It is a mystery to me how anyone could read my short Intro post and conclude that I am ignoring "parental and adult behaviors" -- the very essence of the theory I proposed and the 'Deaths of Abandonment' term I coined and mention in the Intro.

When you start with "Here's a much more informative chart" you imply my article is of little if any value. When then your chart turns out to be an almost exact replica of my own graph related to the Abandonment Deaths mentioned in the Intro, it is a bit bizarre.

If you were an ordinary reader, I'd merely point out that I've addressed this topic in the past and will do so again soon in the revised series.

The truth is I am aware that back in the 1990s you were one of the lone voices trying to counter the widespread vilification of teens by the media and politicians. I admire that.

I've been one of the lone voices, over the past 5 years, to repeatedly point to "parental and adult behaviors" as a crucial yet overlooked potential explanation of the adolescent declines in mental health. I've also repeatedly lamented the lack of scholarly attention as well as data collection.

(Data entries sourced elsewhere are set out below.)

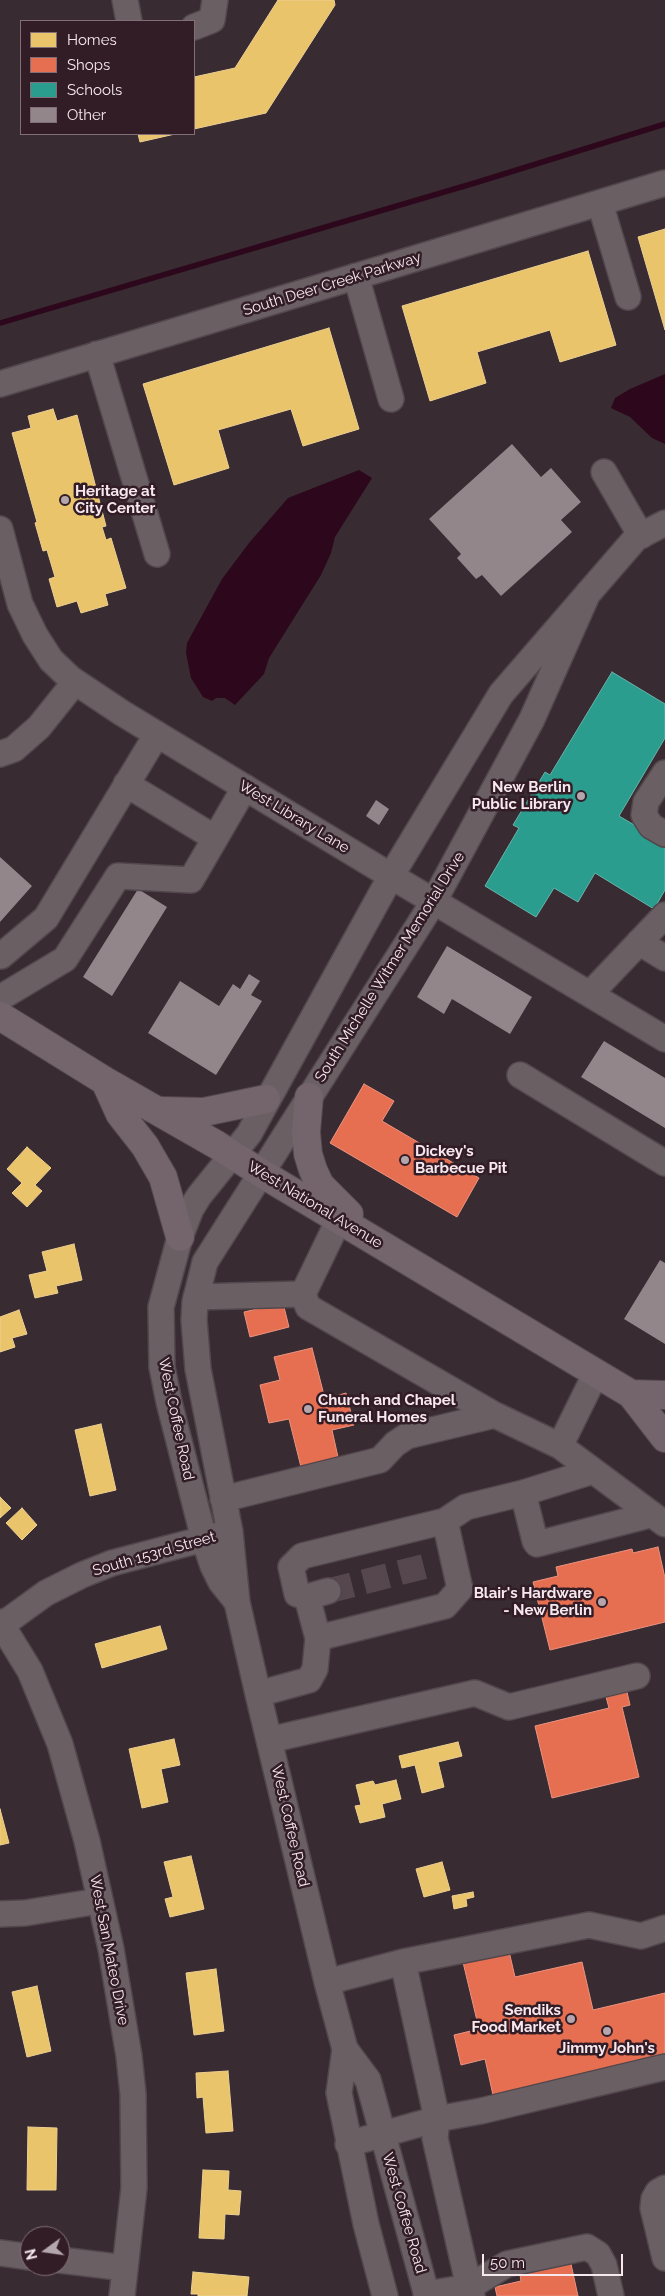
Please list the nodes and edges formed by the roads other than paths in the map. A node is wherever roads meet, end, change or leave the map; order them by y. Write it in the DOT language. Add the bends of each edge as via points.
graph roads {
  1 [pos="126,0"];
  2 [pos="216,0"];
  3 [pos="129,20"];
  4 [pos="195,27"];
  5 [pos="665,183"];
  6 [pos="600,203"];
  7 [pos="356,276"];
  8 [pos="628,296"];
  9 [pos="98,354"];
  10 [pos="0,384"];
  11 [pos="391,399"];
  12 [pos="604,472"];
  13 [pos="665,523"];
  14 [pos="0,529"];
  15 [pos="642,536"];
  16 [pos="157,554"];
  17 [pos="588,593"];
  18 [pos="75,682"];
  19 [pos="157,734"];
  20 [pos="0,754"];
  21 [pos="665,773"];
  22 [pos="126,784"];
  23 [pos="245,787"];
  24 [pos="665,834"];
  25 [pos="215,838"];
  26 [pos="390,876"];
  27 [pos="434,901"];
  28 [pos="665,915"];
  29 [pos="639,942"];
  30 [pos="1,956"];
  31 [pos="665,958"];
  32 [pos="32,979"];
  33 [pos="590,994"];
  34 [pos="0,998"];
  35 [pos="0,1016"];
  36 [pos="665,1039"];
  37 [pos="520,1075"];
  38 [pos="105,1081"];
  39 [pos="309,1097"];
  40 [pos="266,1099"];
  41 [pos="157,1111"];
  42 [pos="233,1154"];
  43 [pos="665,1163"];
  44 [pos="261,1173"];
  45 [pos="341,1214"];
  46 [pos="180,1237"];
  47 [pos="303,1294"];
  48 [pos="196,1297"];
  49 [pos="596,1373"];
  50 [pos="631,1394"];
  51 [pos="665,1395"];
  52 [pos="495,1415"];
  53 [pos="665,1438"];
  54 [pos="560,1446"];
  55 [pos="594,1471"];
  56 [pos="523,1493"];
  57 [pos="223,1499"];
  58 [pos="658,1520"];
  59 [pos="445,1521"];
  60 [pos="230,1532"];
  61 [pos="204,1539"];
  62 [pos="237,1602"];
  63 [pos="1,1624"];
  64 [pos="318,1638"];
  65 [pos="637,1676"];
  66 [pos="258,1694"];
  67 [pos="269,1740"];
  68 [pos="99,1901"];
  69 [pos="0,1914"];
  70 [pos="665,1928"];
  71 [pos="403,1962"];
  72 [pos="327,1982"];
  73 [pos="345,2049"];
  74 [pos="665,2067"];
  75 [pos="437,2119"];
  76 [pos="382,2134"];
  77 [pos="348,2144"];
  78 [pos="665,2188"];
  79 [pos="0,2253"];
  80 [pos="20,2256"];
  81 [pos="665,2258"];
  82 [pos="70,2261"];
  83 [pos="125,2268"];
  84 [pos="470,2291"];
  85 [pos="426,2295"];
  86 [pos="122,2296"];
  87 [pos="385,2296"];
  88 [pos="611,2296"];
  1 -- 3 [label="street"];
  2 -- 4 [label="street" via="212,20"];
  5 -- 6 [label="street, South Deer Creek Parkway"];
  6 -- 7 [label="street, South Deer Creek Parkway"];
  6 -- 8 [label="street"];
  7 -- 9 [label="street, South Deer Creek Parkway"];
  7 -- 11 [label="street"];
  9 -- 10 [label="street, South Deer Creek Parkway"];
  9 -- 16 [label="street"];
  12 -- 15 [label="street"];
  13 -- 15 [label="street, South Michelle Witmer Memorial Drive"];
  14 -- 18 [label="street, West Library Lane" via="20,604 35,635 51,660"];
  15 -- 17 [label="street, South Michelle Witmer Memorial Drive" via="636,538"];
  17 -- 26 [label="street, South Michelle Witmer Memorial Drive" via="500,694"];
  17 -- 27 [label="street, South Michelle Witmer Memorial Drive" via="532,719"];
  18 -- 19 [label="street, West Library Lane"];
  18 -- 20 [label="street" via="39,727 14,749"];
  19 -- 22 [label="street"];
  19 -- 23 [label="street, West Library Lane"];
  21 -- 24 [label="street" via="646,802 644,815 651,826"];
  22 -- 25 [label="street"];
  22 -- 30 [label="street" via="46,918"];
  23 -- 25 [label="street"];
  23 -- 26 [label="street, West Library Lane"];
  25 -- 32 [label="street" via="191,880 118,876 65,959"];
  26 -- 27 [label="street, West Library Lane"];
  26 -- 40 [label="street, South Michelle Witmer Memorial Drive"];
  27 -- 33 [label="street, West Library Lane"];
  27 -- 39 [label="street, South Michelle Witmer Memorial Drive"];
  28 -- 29 [label="street"];
  29 -- 31 [label="street"];
  29 -- 33 [label="street"];
  30 -- 32 [label="street"];
  32 -- 34 [label="street"];
  33 -- 36 [label="street, West Library Lane"];
  35 -- 38 [label="main road, West National Avenue"];
  37 -- 43 [label="street"];
  38 -- 41 [label="main road, West National Avenue"];
  38 -- 46 [label="main road" via="120,1114 164,1177"];
  39 -- 44 [label="street, South Michelle Witmer Memorial Drive"];
  39 -- 45 [label="main road" via="308,1154 320,1185"];
  40 -- 41 [label="main road" via="204,1112"];
  40 -- 42 [label="street, South Michelle Witmer Memorial Drive" via="249,1134"];
  41 -- 42 [label="main road, West National Avenue"];
  42 -- 44 [label="main road, West National Avenue"];
  42 -- 46 [label="street, West Coffee Road" via="199,1196"];
  44 -- 45 [label="main road, West National Avenue"];
  44 -- 48 [label="street, West Coffee Road" via="205,1262"];
  45 -- 47 [label="street"];
  45 -- 49 [label="main road, West National Avenue" via="385,1247"];
  46 -- 61 [label="street, West Coffee Road" via="161,1307 162,1368"];
  47 -- 48 [label="street"];
  47 -- 52 [label="street" via="308,1308"];
  48 -- 57 [label="street, West Coffee Road" via="194,1320 198,1369"];
  49 -- 50 [label="main road, West National Avenue"];
  49 -- 54 [label="street"];
  50 -- 51 [label="main road, West National Avenue"];
  50 -- 53 [label="main road, West National Avenue"];
  52 -- 54 [label="street"];
  52 -- 57 [label="street" via="407,1436 380,1460"];
  54 -- 55 [label="street"];
  55 -- 56 [label="street"];
  55 -- 58 [label="street"];
  56 -- 58 [label="street" via="534,1541 538,1544"];
  56 -- 59 [label="street" via="466,1507"];
  57 -- 60 [label="street, West Coffee Road"];
  59 -- 64 [label="street" via="444,1562 460,1589 445,1606"];
  59 -- 64 [label="street" via="302,1556 291,1568 297,1594 318,1594"];
  60 -- 61 [label="street, South 153rd Street"];
  60 -- 62 [label="street, West Coffee Road"];
  61 -- 62 [label="street, West Coffee Road" via="221,1582"];
  61 -- 63 [label="street, South 153rd Street" via="112,1563 82,1575 46,1593"];
  62 -- 66 [label="street, West Coffee Road"];
  63 -- 68 [label="street, West San Mateo Drive" via="30,1671 60,1744 87,1841"];
  64 -- 66 [label="street" via="315,1669 309,1680"];
  65 -- 67 [label="street" via="509,1707 475,1693"];
  66 -- 67 [label="street, West Coffee Road"];
  67 -- 72 [label="street, West Coffee Road"];
  68 -- 69 [label="street"];
  68 -- 83 [label="street, West San Mateo Drive" via="111,1949 133,2094 134,2188"];
  70 -- 71 [label="street" via="641,1936 589,1925"];
  71 -- 72 [label="street"];
  71 -- 75 [label="street"];
  72 -- 73 [label="street, West Coffee Road"];
  73 -- 76 [label="street, West Coffee Road" via="368,2080"];
  73 -- 77 [label="street, West Coffee Road" via="338,2092"];
  74 -- 75 [label="street"];
  75 -- 76 [label="street"];
  75 -- 84 [label="street" via="435,2138"];
  76 -- 77 [label="street"];
  76 -- 85 [label="street, West Coffee Road"];
  77 -- 87 [label="street, West Coffee Road"];
  78 -- 81 [label="street" via="654,2199"];
  79 -- 80 [label="street"];
  82 -- 83 [label="street"];
  83 -- 86 [label="street, West San Mateo Drive"];
  84 -- 85 [label="street"];
  84 -- 88 [label="street" via="507,2264 587,2247 598,2254 604,2266"];
}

I hoped you'd give at least a cursory glance to my work before you essentially dismiss it as useless while proclaiming 'new' ideas that are almost verbatim repetitions of what I've been stating for years. Of course my expectations is a problem of my own making, so in the future I'll treat your comments with the same patience as those of ordinary readers.

I've updated my Intro article with the Abandonment Deaths graph so as to make sure there can really be no misunderstanding by anyone that the focus indeed has been on parental and adult conduct affecting kids.

Thank you for your comments.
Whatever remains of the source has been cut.